Output the data as it stands. Each line must match exactly.

────────────────

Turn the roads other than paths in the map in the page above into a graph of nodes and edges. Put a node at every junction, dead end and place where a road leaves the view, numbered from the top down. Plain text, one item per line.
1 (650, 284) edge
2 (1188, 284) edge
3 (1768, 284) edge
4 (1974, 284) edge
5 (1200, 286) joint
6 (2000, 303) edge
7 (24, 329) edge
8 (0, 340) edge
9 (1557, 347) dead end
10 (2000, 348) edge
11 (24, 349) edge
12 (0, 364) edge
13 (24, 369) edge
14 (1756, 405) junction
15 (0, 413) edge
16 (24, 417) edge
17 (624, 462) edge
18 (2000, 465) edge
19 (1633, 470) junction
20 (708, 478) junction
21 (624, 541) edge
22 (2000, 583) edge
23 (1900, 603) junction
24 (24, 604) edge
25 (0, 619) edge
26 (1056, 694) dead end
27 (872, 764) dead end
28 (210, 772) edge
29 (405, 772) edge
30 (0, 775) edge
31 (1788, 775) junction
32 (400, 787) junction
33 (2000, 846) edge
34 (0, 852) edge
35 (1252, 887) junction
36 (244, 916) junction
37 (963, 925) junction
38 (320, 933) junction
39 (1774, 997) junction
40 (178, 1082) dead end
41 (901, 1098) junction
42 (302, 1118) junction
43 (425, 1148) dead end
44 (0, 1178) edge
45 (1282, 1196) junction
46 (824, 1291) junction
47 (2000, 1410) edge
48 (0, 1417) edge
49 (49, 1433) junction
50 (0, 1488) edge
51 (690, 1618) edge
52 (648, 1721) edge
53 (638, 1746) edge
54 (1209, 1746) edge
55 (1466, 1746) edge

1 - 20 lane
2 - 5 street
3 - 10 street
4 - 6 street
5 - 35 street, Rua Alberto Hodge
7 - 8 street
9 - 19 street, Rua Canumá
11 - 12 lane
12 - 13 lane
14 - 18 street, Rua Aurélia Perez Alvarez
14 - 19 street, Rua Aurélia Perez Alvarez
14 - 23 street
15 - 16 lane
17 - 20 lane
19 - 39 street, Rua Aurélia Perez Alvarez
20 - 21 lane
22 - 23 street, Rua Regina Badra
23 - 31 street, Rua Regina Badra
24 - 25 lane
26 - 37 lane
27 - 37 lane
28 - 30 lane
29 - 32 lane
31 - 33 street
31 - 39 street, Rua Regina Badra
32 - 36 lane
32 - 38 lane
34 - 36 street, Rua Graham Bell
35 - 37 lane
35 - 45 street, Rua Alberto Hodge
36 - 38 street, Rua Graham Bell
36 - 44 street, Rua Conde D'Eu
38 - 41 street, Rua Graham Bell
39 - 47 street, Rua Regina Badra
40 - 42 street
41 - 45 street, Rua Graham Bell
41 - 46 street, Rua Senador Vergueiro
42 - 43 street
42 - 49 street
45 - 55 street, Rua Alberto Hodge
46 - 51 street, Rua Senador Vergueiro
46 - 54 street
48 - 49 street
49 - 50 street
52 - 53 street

────────────────

• Answer to this problem:
Turn the roads other than paths in the map in the page above into a graph of nodes and edges. Put a node at every junction, dead end and place where a road leaves the view, numbered from the top down. Plain text, one item per line.
1 (650, 284) edge
2 (1188, 284) edge
3 (1768, 284) edge
4 (1974, 284) edge
5 (1200, 286) joint
6 (2000, 303) edge
7 (24, 329) edge
8 (0, 340) edge
9 (1557, 347) dead end
10 (2000, 348) edge
11 (24, 349) edge
12 (0, 364) edge
13 (24, 369) edge
14 (1756, 405) junction
15 (0, 413) edge
16 (24, 417) edge
17 (624, 462) edge
18 (2000, 465) edge
19 (1633, 470) junction
20 (708, 478) junction
21 (624, 541) edge
22 (2000, 583) edge
23 (1900, 603) junction
24 (24, 604) edge
25 (0, 619) edge
26 (1056, 694) dead end
27 (872, 764) dead end
28 (210, 772) edge
29 (405, 772) edge
30 (0, 775) edge
31 (1788, 775) junction
32 (400, 787) junction
33 (2000, 846) edge
34 (0, 852) edge
35 (1252, 887) junction
36 (244, 916) junction
37 (963, 925) junction
38 (320, 933) junction
39 (1774, 997) junction
40 (178, 1082) dead end
41 (901, 1098) junction
42 (302, 1118) junction
43 (425, 1148) dead end
44 (0, 1178) edge
45 (1282, 1196) junction
46 (824, 1291) junction
47 (2000, 1410) edge
48 (0, 1417) edge
49 (49, 1433) junction
50 (0, 1488) edge
51 (690, 1618) edge
52 (648, 1721) edge
53 (638, 1746) edge
54 (1209, 1746) edge
55 (1466, 1746) edge

1 - 20 lane
2 - 5 street
3 - 10 street
4 - 6 street
5 - 35 street, Rua Alberto Hodge
7 - 8 street
9 - 19 street, Rua Canumá
11 - 12 lane
12 - 13 lane
14 - 18 street, Rua Aurélia Perez Alvarez
14 - 19 street, Rua Aurélia Perez Alvarez
14 - 23 street
15 - 16 lane
17 - 20 lane
19 - 39 street, Rua Aurélia Perez Alvarez
20 - 21 lane
22 - 23 street, Rua Regina Badra
23 - 31 street, Rua Regina Badra
24 - 25 lane
26 - 37 lane
27 - 37 lane
28 - 30 lane
29 - 32 lane
31 - 33 street
31 - 39 street, Rua Regina Badra
32 - 36 lane
32 - 38 lane
34 - 36 street, Rua Graham Bell
35 - 37 lane
35 - 45 street, Rua Alberto Hodge
36 - 38 street, Rua Graham Bell
36 - 44 street, Rua Conde D'Eu
38 - 41 street, Rua Graham Bell
39 - 47 street, Rua Regina Badra
40 - 42 street
41 - 45 street, Rua Graham Bell
41 - 46 street, Rua Senador Vergueiro
42 - 43 street
42 - 49 street
45 - 55 street, Rua Alberto Hodge
46 - 51 street, Rua Senador Vergueiro
46 - 54 street
48 - 49 street
49 - 50 street
52 - 53 street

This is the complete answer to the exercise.